------ Supplied data ------

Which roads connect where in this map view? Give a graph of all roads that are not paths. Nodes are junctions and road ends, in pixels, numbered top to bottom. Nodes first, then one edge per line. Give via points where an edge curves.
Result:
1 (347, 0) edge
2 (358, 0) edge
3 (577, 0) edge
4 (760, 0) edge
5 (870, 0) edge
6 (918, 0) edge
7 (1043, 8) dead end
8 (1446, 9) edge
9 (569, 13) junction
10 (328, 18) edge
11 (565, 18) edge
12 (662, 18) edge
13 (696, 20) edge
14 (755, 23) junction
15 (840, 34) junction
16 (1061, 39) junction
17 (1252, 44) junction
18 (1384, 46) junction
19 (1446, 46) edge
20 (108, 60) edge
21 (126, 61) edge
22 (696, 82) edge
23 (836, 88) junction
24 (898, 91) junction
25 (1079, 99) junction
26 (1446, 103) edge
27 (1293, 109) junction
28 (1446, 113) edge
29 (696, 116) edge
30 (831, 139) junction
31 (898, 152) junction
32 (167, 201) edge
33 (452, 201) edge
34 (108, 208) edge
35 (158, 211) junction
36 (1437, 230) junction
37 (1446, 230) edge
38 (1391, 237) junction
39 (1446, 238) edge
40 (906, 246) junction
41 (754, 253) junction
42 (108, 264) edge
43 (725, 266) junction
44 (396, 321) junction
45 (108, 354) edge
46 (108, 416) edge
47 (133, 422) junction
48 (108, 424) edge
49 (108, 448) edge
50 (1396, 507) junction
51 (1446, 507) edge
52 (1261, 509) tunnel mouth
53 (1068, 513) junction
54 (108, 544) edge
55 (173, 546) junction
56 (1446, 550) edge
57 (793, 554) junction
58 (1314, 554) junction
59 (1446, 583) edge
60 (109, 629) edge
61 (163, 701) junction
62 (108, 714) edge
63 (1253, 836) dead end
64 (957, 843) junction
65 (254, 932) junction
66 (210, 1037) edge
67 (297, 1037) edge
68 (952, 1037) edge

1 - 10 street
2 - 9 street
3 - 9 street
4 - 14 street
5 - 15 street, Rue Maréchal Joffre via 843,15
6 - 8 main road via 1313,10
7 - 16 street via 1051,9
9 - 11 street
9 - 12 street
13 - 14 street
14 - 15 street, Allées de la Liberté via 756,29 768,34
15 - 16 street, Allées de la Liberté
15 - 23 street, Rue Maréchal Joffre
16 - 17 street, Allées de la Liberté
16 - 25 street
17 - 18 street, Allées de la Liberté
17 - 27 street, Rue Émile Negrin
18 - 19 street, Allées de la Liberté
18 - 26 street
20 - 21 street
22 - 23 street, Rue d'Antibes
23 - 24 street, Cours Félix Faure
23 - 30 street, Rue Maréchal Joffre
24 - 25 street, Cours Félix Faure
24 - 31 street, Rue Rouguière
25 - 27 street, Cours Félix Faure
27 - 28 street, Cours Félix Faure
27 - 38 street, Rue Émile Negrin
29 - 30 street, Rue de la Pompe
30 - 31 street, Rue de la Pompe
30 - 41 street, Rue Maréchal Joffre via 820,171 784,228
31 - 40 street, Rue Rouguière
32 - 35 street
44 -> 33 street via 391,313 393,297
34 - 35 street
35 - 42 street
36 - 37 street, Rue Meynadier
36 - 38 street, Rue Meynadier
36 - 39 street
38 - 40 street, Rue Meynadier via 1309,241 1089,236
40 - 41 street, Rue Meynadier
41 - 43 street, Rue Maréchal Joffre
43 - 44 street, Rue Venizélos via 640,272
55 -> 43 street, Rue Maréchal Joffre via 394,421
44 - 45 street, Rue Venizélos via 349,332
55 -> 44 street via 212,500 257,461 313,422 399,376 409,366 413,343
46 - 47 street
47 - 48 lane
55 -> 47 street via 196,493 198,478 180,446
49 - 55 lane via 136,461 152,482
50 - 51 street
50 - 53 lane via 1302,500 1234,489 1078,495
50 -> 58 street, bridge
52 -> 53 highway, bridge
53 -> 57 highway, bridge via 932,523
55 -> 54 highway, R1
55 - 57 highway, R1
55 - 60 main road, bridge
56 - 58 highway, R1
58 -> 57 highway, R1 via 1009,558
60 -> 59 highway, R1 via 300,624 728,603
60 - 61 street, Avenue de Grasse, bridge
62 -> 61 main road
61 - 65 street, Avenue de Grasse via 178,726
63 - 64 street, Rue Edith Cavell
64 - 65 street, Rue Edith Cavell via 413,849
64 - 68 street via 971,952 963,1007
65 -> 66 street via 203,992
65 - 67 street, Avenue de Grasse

------

- **Your assignment**
The lines you need are those containing "bridge"; find them in the records and copy them.

- **Answer**
50 -> 58 street, bridge
52 -> 53 highway, bridge
53 -> 57 highway, bridge via 932,523
55 - 60 main road, bridge
60 - 61 street, Avenue de Grasse, bridge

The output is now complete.